Just to be thorough, and also because people in that forum thread were asking about how to do touch in Windows, the actual command is copy /b file.md+ (or for /f %a in ('dir /b *.md') do copy /b %a+ to process all the md files).

Edit 2:

I think a possible workaround could to be sync the folder in Syncthing to a different path first, and then use some kind of a background script that would make sure that the folder has been synced completely (e.g. if no changes have happened in the last x minutes), and only then copy that folder in a single pass to yet another folder that would be used strictly as the sync target for Joplin. Doing so would eliminate the partial sync issue. Obviously, this is possible only on the desktop, and not with the mobile versions of Joplin, which likely suffer from the same problem. Also, it wouldn't be perfect either, as the synchronisation in Syncthing can still be interrupted, e.g. by a disconnect, and then the sync state will end up being incomplete anyway.

Edit 3:

I think I've managed to hack up a PowerShell script that "touches" only newly added files, while skipping everything else.

Get-ChildItem -Path *.md | Where-Object {$_.LastWriteTime -le (Get-Date)} | ForEach-Object {$_.LastWriteTime = (Get-Date).AddYears(1)}

The script checks the modified time of all notes whether it's equal or older than the current moment, and then, if the condition matches, it updates it to 1 year from now. On the first run, this forces Joplin to rescan all notes, but later on, it only makes it rescan new/modified notes, while skipping those that have had their date modified already.

I think the date can be set even further into the future, so that even once the 1-year period has passed, Joplin will still not be forced to go through those notes, but the value of "1" year just seemed like a safe bet.

trymeouteh commented 2 years ago

This has been a big issue for me when using the file system + syncthing to sync notes. I been using file system + syncthing to sync my notes for 4 months now and every month I end up having this issue and having backup my notes and reset the Joplin apps on all of my devices and redo the sync. It is very irritating.

I would like to see Joplin fix this as this is considered a major bug. I like Joplin but lately it has not been performing too well, I hope Joplin get some contributors to help touch up the app since it is a good app overall and would like to see it perform to its fullest potential.

Szybet commented 2 years ago

thanks @tomasz1986 for the investigation, dzięki

I have created a linux version of his command

find -mtime -5 -exec touch {} +

Every file older than 5 days will be re-synced so it will be showed. Also with syncthing, detecting conflicts doesn't work, but the files conflicter are still there so:

find . -type f -name '*conflict*' -exec kate {} +
XilinJia commented 1 year ago

Perhaps something related to "Edit 3:" from @tomasz1986 can be implemented in Joplin, as follows:

Instead of touching the files, Joplin can set back the timestamp of the previous scan and so at the next scan (either manual or automatic) it will scan based on the reset timestamp.

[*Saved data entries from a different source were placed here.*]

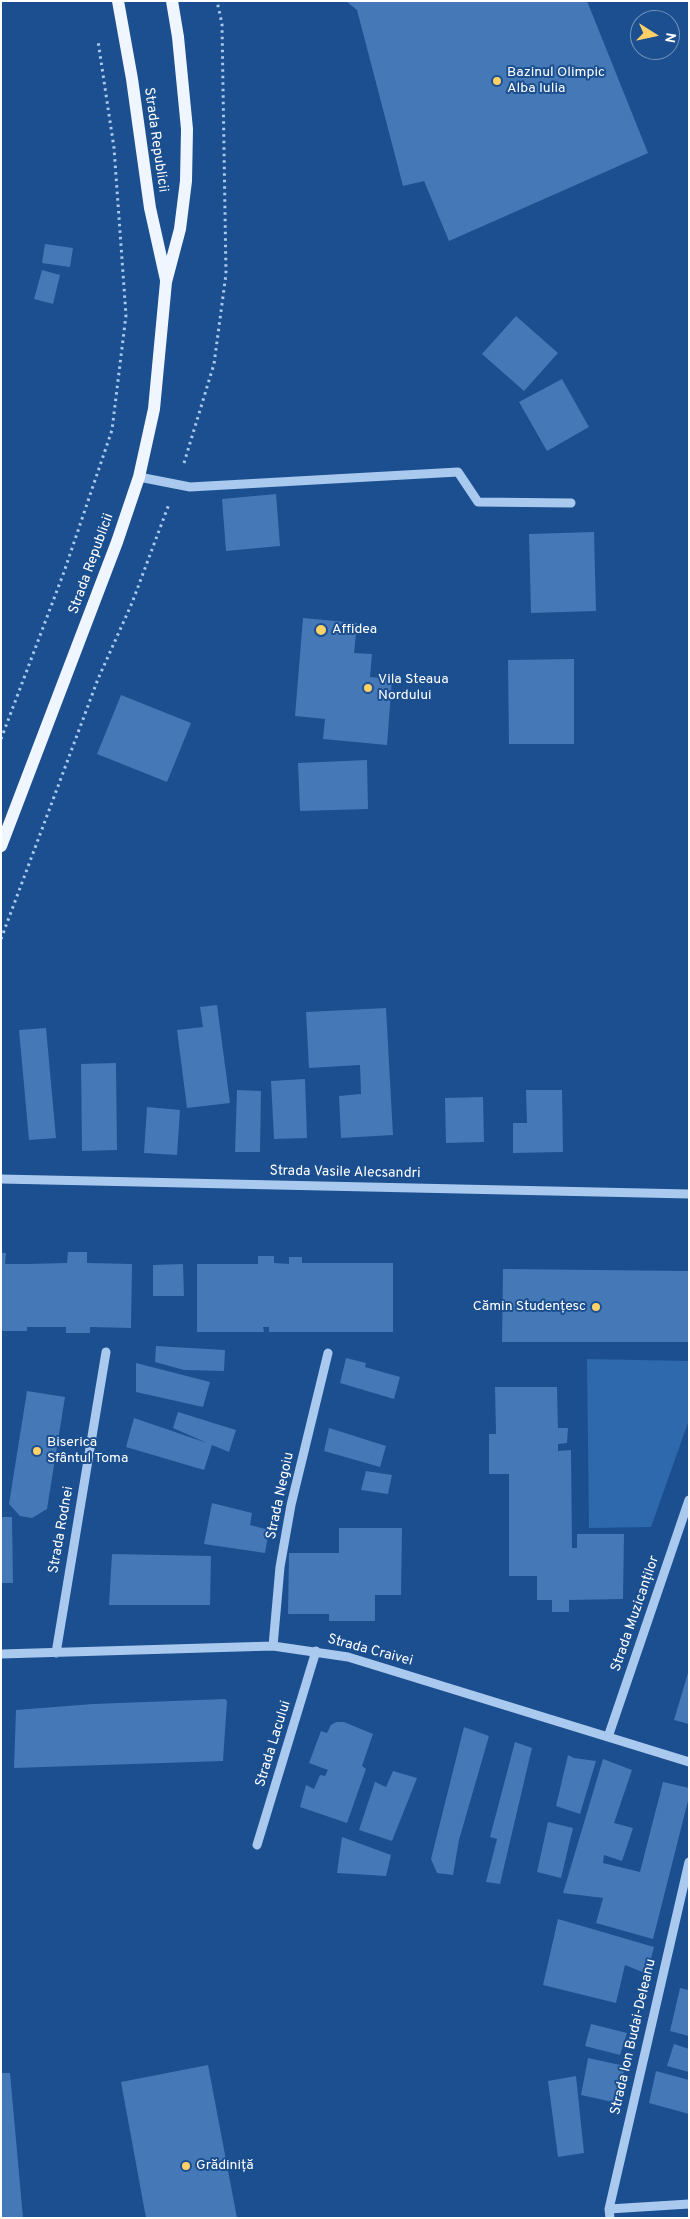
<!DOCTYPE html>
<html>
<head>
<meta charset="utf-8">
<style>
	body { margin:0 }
	#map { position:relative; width:690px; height:2219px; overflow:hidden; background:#1b4f8f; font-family:Overpass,sans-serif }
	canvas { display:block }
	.frame { position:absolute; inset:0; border:2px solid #fff; pointer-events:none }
	.north { position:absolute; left:630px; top:10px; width:50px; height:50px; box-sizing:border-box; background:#1b4f8f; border:1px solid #7695bc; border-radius:50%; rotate:100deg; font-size:14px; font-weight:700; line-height:20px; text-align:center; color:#fff }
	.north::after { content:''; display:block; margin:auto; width:18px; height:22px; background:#ffd166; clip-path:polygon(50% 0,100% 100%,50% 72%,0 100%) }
</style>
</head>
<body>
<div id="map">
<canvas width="690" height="2219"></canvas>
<div class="frame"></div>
<div class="north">N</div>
</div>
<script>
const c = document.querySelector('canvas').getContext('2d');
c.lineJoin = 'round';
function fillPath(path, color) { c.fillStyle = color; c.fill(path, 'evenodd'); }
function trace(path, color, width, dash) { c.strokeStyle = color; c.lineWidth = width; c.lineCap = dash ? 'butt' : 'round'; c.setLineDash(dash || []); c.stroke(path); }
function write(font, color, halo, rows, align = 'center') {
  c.font = font + ' Overpass,sans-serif'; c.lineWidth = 4; c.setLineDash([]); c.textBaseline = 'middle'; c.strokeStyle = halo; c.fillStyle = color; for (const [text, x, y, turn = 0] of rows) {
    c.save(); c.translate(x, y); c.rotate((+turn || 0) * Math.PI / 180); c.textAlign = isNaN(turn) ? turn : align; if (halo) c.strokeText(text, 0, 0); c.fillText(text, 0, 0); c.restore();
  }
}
fillPath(new Path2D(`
	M587,1359L689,1361V1420L651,1527L589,1528Z`), '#2e69ad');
fillPath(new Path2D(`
	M346,1H587L648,153L449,241L424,181L403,186L357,10Z
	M45,244L73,248L70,267L42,263Z
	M42,270L60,275L53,304L34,299Z
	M516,316L558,353L524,391L482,354Z
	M562,379L589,427L547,451L519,402Z
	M276,494L280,546L226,551L222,499Z
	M594,532L596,611L531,613L529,534Z
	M303,618L357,623L354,653L372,654L370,677L392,679L387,745L323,739L325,719L295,716Z
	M574,659V744H509L508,660Z
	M121,695L191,723L167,782L97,754Z
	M367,760L368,809L300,811L298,763Z
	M217,1005L230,1103L187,1108L177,1030L203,1027L200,1007Z
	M386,1008L393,1135L341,1138L339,1096L361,1094L360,1065L309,1068L306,1012Z
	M46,1028L56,1138L29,1140L19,1030Z
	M116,1063L117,1150L82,1151L81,1064Z
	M305,1079L307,1138L274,1139L271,1081Z
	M237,1090L261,1091L260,1152H235Z
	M526,1090H562L563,1152L513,1153V1123H527Z
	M483,1097L484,1142L446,1143L445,1098Z
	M147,1107L180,1110L177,1155L144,1153Z
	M68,1252H87V1263L132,1264L131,1328L90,1327V1333H66V1327H27V1331H1V1253H6L5,1264H27L67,1263Z
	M258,1256H274V1263L289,1264V1257H302V1263H393V1332H269V1327H263L264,1332H197V1264H258Z
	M183,1264L184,1296H153V1265Z
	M503,1269L689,1271V1342H502Z
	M156,1346L225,1350L224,1371L184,1370L155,1362Z
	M346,1358L366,1363L365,1367L400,1377L394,1399L340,1383Z
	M136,1363L210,1382L203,1407L136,1392Z
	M495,1387H557L558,1428H568L567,1443L558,1444V1451L571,1450L572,1548H577V1534H624L623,1599L569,1600V1612H552V1600H537V1576H509V1474H489V1434H496Z
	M27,1391L65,1397L47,1509L32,1518L20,1516L9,1504Z
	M178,1412L236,1430L229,1452L212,1445L204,1470L126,1447L134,1418L207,1443L173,1428Z
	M329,1428L386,1446L380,1467L324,1451Z
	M366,1471L392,1475L388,1494L361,1490Z
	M212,1503L252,1513L250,1525L269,1530L265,1553L204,1544Z
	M1,1517H12L13,1583H1Z
	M339,1528H402L401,1595H375V1621H329V1614H288L289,1553H339Z
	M112,1554L211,1556L210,1605H109Z
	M688,1673H689V1724L674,1720Z
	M225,1699L227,1701L223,1761L14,1768L16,1710L93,1704Z
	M336,1722H344L373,1734L362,1766L366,1769L347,1823L300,1807L306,1785L314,1789L320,1775L325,1776L328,1770L309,1763L321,1731L327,1733L331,1725Z
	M464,1727L489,1736L459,1840L453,1875L437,1873L431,1859Z
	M515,1742L532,1748L500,1884L486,1882L497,1839L490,1837Z
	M568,1755L574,1758L596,1761L580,1814L556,1806Z
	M603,1759L632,1770L614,1823L633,1828L622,1861L604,1855L603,1863L640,1872L663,1782L689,1788V1797L653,1939L596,1923L603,1898L563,1893Z
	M393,1771L417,1778L392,1841L359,1830L375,1782L386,1787Z
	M548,1822L573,1828L561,1878L537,1872Z
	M342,1837L391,1855L386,1876L337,1873Z
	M558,1919L654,1947L647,1974L625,1965L616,2003L543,1985Z
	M680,1988L689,1990V2036L670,2031Z
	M591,2024L627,2033L620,2055L585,2046Z
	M674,2044L689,2049V2072L667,2066Z
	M588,2058L625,2066L617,2103L581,2095Z
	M208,2065L237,2218H146L121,2082Z
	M656,2071L689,2080V2114L649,2103Z
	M1,2073H10L23,2218H1Z
	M576,2076L584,2153L558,2157L548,2081Z`), '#4478b7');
trace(new Path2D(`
	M184,463L214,364L226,274L222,24L217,1
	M1,739L64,572L112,430L126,315L114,148L98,41
	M1,939L98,679L132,603L169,504`), '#a9c9ee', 3, [2.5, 4]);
trace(new Path2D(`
	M139,477L190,487L458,472L478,502L571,503
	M1,1179L689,1194
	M273,1646L280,1567L291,1505L328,1353
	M56,1653L106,1352
	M1,1654L273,1646L348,1657L689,1762
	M608,1737L689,1500
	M257,1845L316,1651
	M609,2209L689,2204
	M610,2218L609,2209L689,1862`), '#a9c9ee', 9);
trace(new Path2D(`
	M118,1L132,79L150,208L166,280
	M1,846L117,542L139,477L154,409L166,282L180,229L186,181L187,129L178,37L172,1`), '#f0f6ff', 12);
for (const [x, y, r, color] of [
	[497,81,5,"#ffd166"],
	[321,630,6,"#ffd166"],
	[368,688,5,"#ffd166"],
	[596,1307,5,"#ffd166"],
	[37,1451,5,"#ffd166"],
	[186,2166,5,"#ffd166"]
]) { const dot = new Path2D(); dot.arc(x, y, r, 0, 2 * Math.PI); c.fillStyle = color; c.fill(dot); trace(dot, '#1b4f8f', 2); }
write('14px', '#fff', '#1b4f8f', [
	["Bazinul Olimpic",507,73],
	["Alba Iulia",507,89],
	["Affidea",332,630],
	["Vila Steaua",378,680],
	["Nordului",378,696],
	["Cămin Studențesc",586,1307,"right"],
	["Biserica",47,1443],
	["Sfântul Toma",47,1459],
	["Grădiniță",196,2166]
], 'left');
write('14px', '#fff', '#1b4f8f', [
	["Strada Republicii",155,140,82],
	["Strada Republicii",92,564,-70],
	["Strada Vasile Alecsandri",345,1173,1],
	["Strada Negoiu",281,1496,-78],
	["Strada Rodnei",62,1530,-80],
	["Strada Muzicanților",636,1614,-71],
	["Strada Craivei",370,1651,15],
	["Strada Lacului",274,1744,-73],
	["Strada Ion Budai-Deleanu",634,2037,-77]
]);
</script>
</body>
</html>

How to set back the timestamp? I would suggest to provide a UI to the user so that, once he discovered some abnormalities with the sync, he set back the timestamp to say one week ago, or one month ago, etc. Would that an easy fix?

individual-it commented 1 year ago

@Szybet I think the command find -mtime -5 -exec touch {} + will find and touch all files that was modified within the last 5 days. from find man page: File's data was last modified less than, more than or exactly n*24 hours ago To fix this problem, don't you want to touch all files that haven't been touched recently? For that you would need find -mtime +5 -exec touch {} + Or do I misunderstand something?

Szybet commented 1 year ago
A numeric argument n can be specified to tests (like -amin,
-mtime, -gid, -inum, -links, -size, -uid and -used) as

+n     for greater than n,

-n     for less than n,

n      for exactly n.

yes, you misunderstood

laurent22 commented 10 months ago

I add a note, wait a day and then let it sync, then the file on my PC will have a creation date of right now and a last-modified date that is a day in the past.

On Joplin side, wouldn't the solution be to look at both the creation and mast-modified timestamps and use whatever is the latest one for comparison?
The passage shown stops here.